[Instructions to follow]
Reproduce each entry below exactly, without omitting any.

[Entries shown]
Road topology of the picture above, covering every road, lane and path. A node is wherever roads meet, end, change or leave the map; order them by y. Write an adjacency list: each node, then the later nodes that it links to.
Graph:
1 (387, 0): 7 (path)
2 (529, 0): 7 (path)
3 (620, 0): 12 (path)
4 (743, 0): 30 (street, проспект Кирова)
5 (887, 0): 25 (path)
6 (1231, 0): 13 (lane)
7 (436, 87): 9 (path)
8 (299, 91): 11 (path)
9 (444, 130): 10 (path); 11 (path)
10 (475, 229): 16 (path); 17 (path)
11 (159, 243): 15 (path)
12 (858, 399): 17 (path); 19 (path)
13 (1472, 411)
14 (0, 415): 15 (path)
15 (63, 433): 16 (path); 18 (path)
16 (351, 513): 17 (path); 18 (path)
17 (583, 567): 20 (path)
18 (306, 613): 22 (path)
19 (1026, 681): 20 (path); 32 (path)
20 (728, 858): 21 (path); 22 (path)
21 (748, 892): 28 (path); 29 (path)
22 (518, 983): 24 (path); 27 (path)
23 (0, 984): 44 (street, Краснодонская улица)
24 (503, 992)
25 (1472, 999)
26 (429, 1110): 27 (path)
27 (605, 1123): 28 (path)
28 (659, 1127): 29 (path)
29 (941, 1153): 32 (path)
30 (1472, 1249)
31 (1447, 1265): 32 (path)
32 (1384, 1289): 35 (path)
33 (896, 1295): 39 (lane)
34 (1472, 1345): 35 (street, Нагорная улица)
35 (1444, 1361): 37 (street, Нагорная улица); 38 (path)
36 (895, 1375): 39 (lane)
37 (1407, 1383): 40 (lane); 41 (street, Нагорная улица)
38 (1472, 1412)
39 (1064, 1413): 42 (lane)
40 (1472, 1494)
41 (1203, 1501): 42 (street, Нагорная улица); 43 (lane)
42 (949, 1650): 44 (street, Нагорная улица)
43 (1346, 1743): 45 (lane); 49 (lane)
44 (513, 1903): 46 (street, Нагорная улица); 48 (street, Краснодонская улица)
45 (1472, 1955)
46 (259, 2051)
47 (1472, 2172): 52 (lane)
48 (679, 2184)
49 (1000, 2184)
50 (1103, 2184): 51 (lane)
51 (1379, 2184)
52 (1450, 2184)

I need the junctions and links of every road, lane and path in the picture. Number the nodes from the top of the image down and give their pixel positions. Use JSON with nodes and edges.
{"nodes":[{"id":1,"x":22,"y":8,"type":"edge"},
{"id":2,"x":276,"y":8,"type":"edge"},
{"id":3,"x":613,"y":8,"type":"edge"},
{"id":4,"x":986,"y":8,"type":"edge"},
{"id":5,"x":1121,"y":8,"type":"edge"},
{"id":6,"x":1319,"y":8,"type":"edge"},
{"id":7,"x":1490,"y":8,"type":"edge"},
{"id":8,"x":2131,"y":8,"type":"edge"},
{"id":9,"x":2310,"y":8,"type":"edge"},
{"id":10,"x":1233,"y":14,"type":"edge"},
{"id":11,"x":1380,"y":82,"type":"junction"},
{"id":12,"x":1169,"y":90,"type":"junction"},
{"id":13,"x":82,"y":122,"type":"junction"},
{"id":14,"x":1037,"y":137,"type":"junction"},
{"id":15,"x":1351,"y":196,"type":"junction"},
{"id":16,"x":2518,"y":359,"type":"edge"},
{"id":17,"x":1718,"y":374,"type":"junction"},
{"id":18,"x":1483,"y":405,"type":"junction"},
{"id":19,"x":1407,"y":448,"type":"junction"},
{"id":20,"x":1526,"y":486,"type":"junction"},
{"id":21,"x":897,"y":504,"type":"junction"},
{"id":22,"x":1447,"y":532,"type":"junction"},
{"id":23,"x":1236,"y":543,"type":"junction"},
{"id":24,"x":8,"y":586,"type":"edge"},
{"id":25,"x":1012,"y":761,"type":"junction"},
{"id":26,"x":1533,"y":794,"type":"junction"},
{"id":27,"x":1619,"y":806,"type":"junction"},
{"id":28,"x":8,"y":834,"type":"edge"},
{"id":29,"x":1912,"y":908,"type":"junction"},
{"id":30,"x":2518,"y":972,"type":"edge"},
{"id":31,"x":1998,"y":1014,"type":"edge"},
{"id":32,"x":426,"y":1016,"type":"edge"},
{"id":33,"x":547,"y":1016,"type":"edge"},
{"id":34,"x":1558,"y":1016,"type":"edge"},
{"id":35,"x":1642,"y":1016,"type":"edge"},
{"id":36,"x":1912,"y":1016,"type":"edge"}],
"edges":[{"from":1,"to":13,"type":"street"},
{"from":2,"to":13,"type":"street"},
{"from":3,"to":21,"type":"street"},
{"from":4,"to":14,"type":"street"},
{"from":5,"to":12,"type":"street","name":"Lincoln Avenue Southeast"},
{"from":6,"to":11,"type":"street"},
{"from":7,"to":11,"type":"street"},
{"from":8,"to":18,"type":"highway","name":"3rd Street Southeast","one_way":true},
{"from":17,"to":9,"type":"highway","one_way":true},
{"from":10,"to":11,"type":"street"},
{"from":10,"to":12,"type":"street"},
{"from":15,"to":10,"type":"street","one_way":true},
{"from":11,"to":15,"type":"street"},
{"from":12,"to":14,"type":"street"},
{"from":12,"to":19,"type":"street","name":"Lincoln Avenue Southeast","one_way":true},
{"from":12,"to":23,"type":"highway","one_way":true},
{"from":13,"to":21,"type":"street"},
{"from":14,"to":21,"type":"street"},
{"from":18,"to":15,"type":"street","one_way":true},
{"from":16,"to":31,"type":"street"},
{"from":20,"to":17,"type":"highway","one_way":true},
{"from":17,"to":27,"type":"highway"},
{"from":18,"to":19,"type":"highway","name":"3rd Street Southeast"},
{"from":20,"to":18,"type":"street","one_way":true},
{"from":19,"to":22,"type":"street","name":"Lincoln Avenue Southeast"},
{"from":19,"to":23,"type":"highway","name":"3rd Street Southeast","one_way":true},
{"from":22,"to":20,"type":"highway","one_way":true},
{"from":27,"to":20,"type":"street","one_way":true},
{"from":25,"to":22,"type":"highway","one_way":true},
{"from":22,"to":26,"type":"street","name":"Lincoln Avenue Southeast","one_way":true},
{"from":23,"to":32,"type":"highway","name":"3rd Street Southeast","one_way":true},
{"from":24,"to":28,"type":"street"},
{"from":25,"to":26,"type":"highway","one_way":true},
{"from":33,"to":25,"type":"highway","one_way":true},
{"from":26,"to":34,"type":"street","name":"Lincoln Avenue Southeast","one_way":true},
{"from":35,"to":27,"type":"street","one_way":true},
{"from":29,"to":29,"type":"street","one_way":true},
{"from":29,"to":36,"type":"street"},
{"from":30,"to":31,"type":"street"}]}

[Finished task]
Road topology of the picture above, covering every road, lane and path. A node is wherever roads meet, end, change or leave the map; order them by y. Write an adjacency list: each node, then the later nodes that it links to.
Graph:
1 (387, 0): 7 (path)
2 (529, 0): 7 (path)
3 (620, 0): 12 (path)
4 (743, 0): 30 (street, проспект Кирова)
5 (887, 0): 25 (path)
6 (1231, 0): 13 (lane)
7 (436, 87): 9 (path)
8 (299, 91): 11 (path)
9 (444, 130): 10 (path); 11 (path)
10 (475, 229): 16 (path); 17 (path)
11 (159, 243): 15 (path)
12 (858, 399): 17 (path); 19 (path)
13 (1472, 411)
14 (0, 415): 15 (path)
15 (63, 433): 16 (path); 18 (path)
16 (351, 513): 17 (path); 18 (path)
17 (583, 567): 20 (path)
18 (306, 613): 22 (path)
19 (1026, 681): 20 (path); 32 (path)
20 (728, 858): 21 (path); 22 (path)
21 (748, 892): 28 (path); 29 (path)
22 (518, 983): 24 (path); 27 (path)
23 (0, 984): 44 (street, Краснодонская улица)
24 (503, 992)
25 (1472, 999)
26 (429, 1110): 27 (path)
27 (605, 1123): 28 (path)
28 (659, 1127): 29 (path)
29 (941, 1153): 32 (path)
30 (1472, 1249)
31 (1447, 1265): 32 (path)
32 (1384, 1289): 35 (path)
33 (896, 1295): 39 (lane)
34 (1472, 1345): 35 (street, Нагорная улица)
35 (1444, 1361): 37 (street, Нагорная улица); 38 (path)
36 (895, 1375): 39 (lane)
37 (1407, 1383): 40 (lane); 41 (street, Нагорная улица)
38 (1472, 1412)
39 (1064, 1413): 42 (lane)
40 (1472, 1494)
41 (1203, 1501): 42 (street, Нагорная улица); 43 (lane)
42 (949, 1650): 44 (street, Нагорная улица)
43 (1346, 1743): 45 (lane); 49 (lane)
44 (513, 1903): 46 (street, Нагорная улица); 48 (street, Краснодонская улица)
45 (1472, 1955)
46 (259, 2051)
47 (1472, 2172): 52 (lane)
48 (679, 2184)
49 (1000, 2184)
50 (1103, 2184): 51 (lane)
51 (1379, 2184)
52 (1450, 2184)

I need the junctions and links of every road, lane and path in the picture. Number the nodes from the top of the image down and give their pixel positions. Use JSON with nodes and edges.
{"nodes":[{"id":1,"x":22,"y":8,"type":"edge"},
{"id":2,"x":276,"y":8,"type":"edge"},
{"id":3,"x":613,"y":8,"type":"edge"},
{"id":4,"x":986,"y":8,"type":"edge"},
{"id":5,"x":1121,"y":8,"type":"edge"},
{"id":6,"x":1319,"y":8,"type":"edge"},
{"id":7,"x":1490,"y":8,"type":"edge"},
{"id":8,"x":2131,"y":8,"type":"edge"},
{"id":9,"x":2310,"y":8,"type":"edge"},
{"id":10,"x":1233,"y":14,"type":"edge"},
{"id":11,"x":1380,"y":82,"type":"junction"},
{"id":12,"x":1169,"y":90,"type":"junction"},
{"id":13,"x":82,"y":122,"type":"junction"},
{"id":14,"x":1037,"y":137,"type":"junction"},
{"id":15,"x":1351,"y":196,"type":"junction"},
{"id":16,"x":2518,"y":359,"type":"edge"},
{"id":17,"x":1718,"y":374,"type":"junction"},
{"id":18,"x":1483,"y":405,"type":"junction"},
{"id":19,"x":1407,"y":448,"type":"junction"},
{"id":20,"x":1526,"y":486,"type":"junction"},
{"id":21,"x":897,"y":504,"type":"junction"},
{"id":22,"x":1447,"y":532,"type":"junction"},
{"id":23,"x":1236,"y":543,"type":"junction"},
{"id":24,"x":8,"y":586,"type":"edge"},
{"id":25,"x":1012,"y":761,"type":"junction"},
{"id":26,"x":1533,"y":794,"type":"junction"},
{"id":27,"x":1619,"y":806,"type":"junction"},
{"id":28,"x":8,"y":834,"type":"edge"},
{"id":29,"x":1912,"y":908,"type":"junction"},
{"id":30,"x":2518,"y":972,"type":"edge"},
{"id":31,"x":1998,"y":1014,"type":"edge"},
{"id":32,"x":426,"y":1016,"type":"edge"},
{"id":33,"x":547,"y":1016,"type":"edge"},
{"id":34,"x":1558,"y":1016,"type":"edge"},
{"id":35,"x":1642,"y":1016,"type":"edge"},
{"id":36,"x":1912,"y":1016,"type":"edge"}],
"edges":[{"from":1,"to":13,"type":"street"},
{"from":2,"to":13,"type":"street"},
{"from":3,"to":21,"type":"street"},
{"from":4,"to":14,"type":"street"},
{"from":5,"to":12,"type":"street","name":"Lincoln Avenue Southeast"},
{"from":6,"to":11,"type":"street"},
{"from":7,"to":11,"type":"street"},
{"from":8,"to":18,"type":"highway","name":"3rd Street Southeast","one_way":true},
{"from":17,"to":9,"type":"highway","one_way":true},
{"from":10,"to":11,"type":"street"},
{"from":10,"to":12,"type":"street"},
{"from":15,"to":10,"type":"street","one_way":true},
{"from":11,"to":15,"type":"street"},
{"from":12,"to":14,"type":"street"},
{"from":12,"to":19,"type":"street","name":"Lincoln Avenue Southeast","one_way":true},
{"from":12,"to":23,"type":"highway","one_way":true},
{"from":13,"to":21,"type":"street"},
{"from":14,"to":21,"type":"street"},
{"from":18,"to":15,"type":"street","one_way":true},
{"from":16,"to":31,"type":"street"},
{"from":20,"to":17,"type":"highway","one_way":true},
{"from":17,"to":27,"type":"highway"},
{"from":18,"to":19,"type":"highway","name":"3rd Street Southeast"},
{"from":20,"to":18,"type":"street","one_way":true},
{"from":19,"to":22,"type":"street","name":"Lincoln Avenue Southeast"},
{"from":19,"to":23,"type":"highway","name":"3rd Street Southeast","one_way":true},
{"from":22,"to":20,"type":"highway","one_way":true},
{"from":27,"to":20,"type":"street","one_way":true},
{"from":25,"to":22,"type":"highway","one_way":true},
{"from":22,"to":26,"type":"street","name":"Lincoln Avenue Southeast","one_way":true},
{"from":23,"to":32,"type":"highway","name":"3rd Street Southeast","one_way":true},
{"from":24,"to":28,"type":"street"},
{"from":25,"to":26,"type":"highway","one_way":true},
{"from":33,"to":25,"type":"highway","one_way":true},
{"from":26,"to":34,"type":"street","name":"Lincoln Avenue Southeast","one_way":true},
{"from":35,"to":27,"type":"street","one_way":true},
{"from":29,"to":29,"type":"street","one_way":true},
{"from":29,"to":36,"type":"street"},
{"from":30,"to":31,"type":"street"}]}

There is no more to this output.